* Work instruction
Copy all records exactly; omit pictures.

*** Opening Supplied data ***

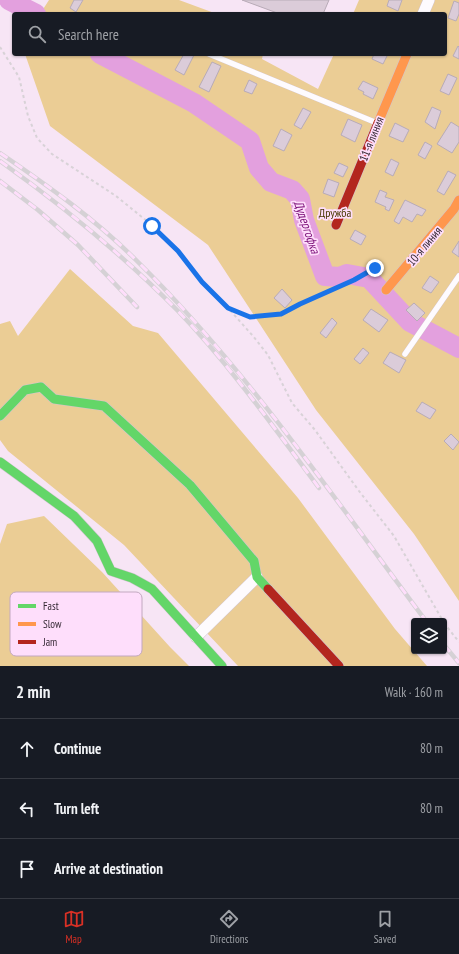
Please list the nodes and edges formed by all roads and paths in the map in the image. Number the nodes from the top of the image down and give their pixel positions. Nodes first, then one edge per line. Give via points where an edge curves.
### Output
1 (429, 0) edge
2 (424, 12) edge
3 (0, 47) edge
4 (214, 56) edge
5 (406, 56) edge
6 (378, 124) junction
7 (457, 208) edge
8 (336, 225) dead end
9 (375, 268) dead end
10 (459, 276) edge
11 (386, 290) dead end
12 (228, 308) junction
13 (405, 354) dead end
14 (0, 416) edge
15 (0, 462) edge
16 (257, 576) junction
17 (441, 618) edge
18 (447, 627) edge
19 (196, 637) junction
20 (459, 642) edge
21 (222, 666) edge
22 (339, 666) edge

1 - 2 street
3 - 12 path via 19,77 28,116 37,138 52,154 116,196 152,226 178,251 202,282
4 - 6 lane
5 - 6 street, 11-я линия
6 - 8 street, 11-я линия
7 - 11 street, 10-я линия
9 - 12 path via 281,314 250,317
10 - 13 lane
12 - 17 path via 268,355 292,403 316,430 394,536
14 - 16 street via 26,390 41,387 54,400 104,406 190,485 254,561
15 - 19 street via 74,516 97,541 111,571 132,578 152,589
16 - 19 street
16 - 22 street
18 - 20 path
19 - 21 street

*** Closing Supplied data ***

* Response box
Please list the nodes and edges formed by all roads and paths in the map in the image. Number the nodes from the top of the image down and give their pixel positions. Nodes first, then one edge per line. Give via points where an edge curves.
### Output
1 (429, 0) edge
2 (424, 12) edge
3 (0, 47) edge
4 (214, 56) edge
5 (406, 56) edge
6 (378, 124) junction
7 (457, 208) edge
8 (336, 225) dead end
9 (375, 268) dead end
10 (459, 276) edge
11 (386, 290) dead end
12 (228, 308) junction
13 (405, 354) dead end
14 (0, 416) edge
15 (0, 462) edge
16 (257, 576) junction
17 (441, 618) edge
18 (447, 627) edge
19 (196, 637) junction
20 (459, 642) edge
21 (222, 666) edge
22 (339, 666) edge

1 - 2 street
3 - 12 path via 19,77 28,116 37,138 52,154 116,196 152,226 178,251 202,282
4 - 6 lane
5 - 6 street, 11-я линия
6 - 8 street, 11-я линия
7 - 11 street, 10-я линия
9 - 12 path via 281,314 250,317
10 - 13 lane
12 - 17 path via 268,355 292,403 316,430 394,536
14 - 16 street via 26,390 41,387 54,400 104,406 190,485 254,561
15 - 19 street via 74,516 97,541 111,571 132,578 152,589
16 - 19 street
16 - 22 street
18 - 20 path
19 - 21 street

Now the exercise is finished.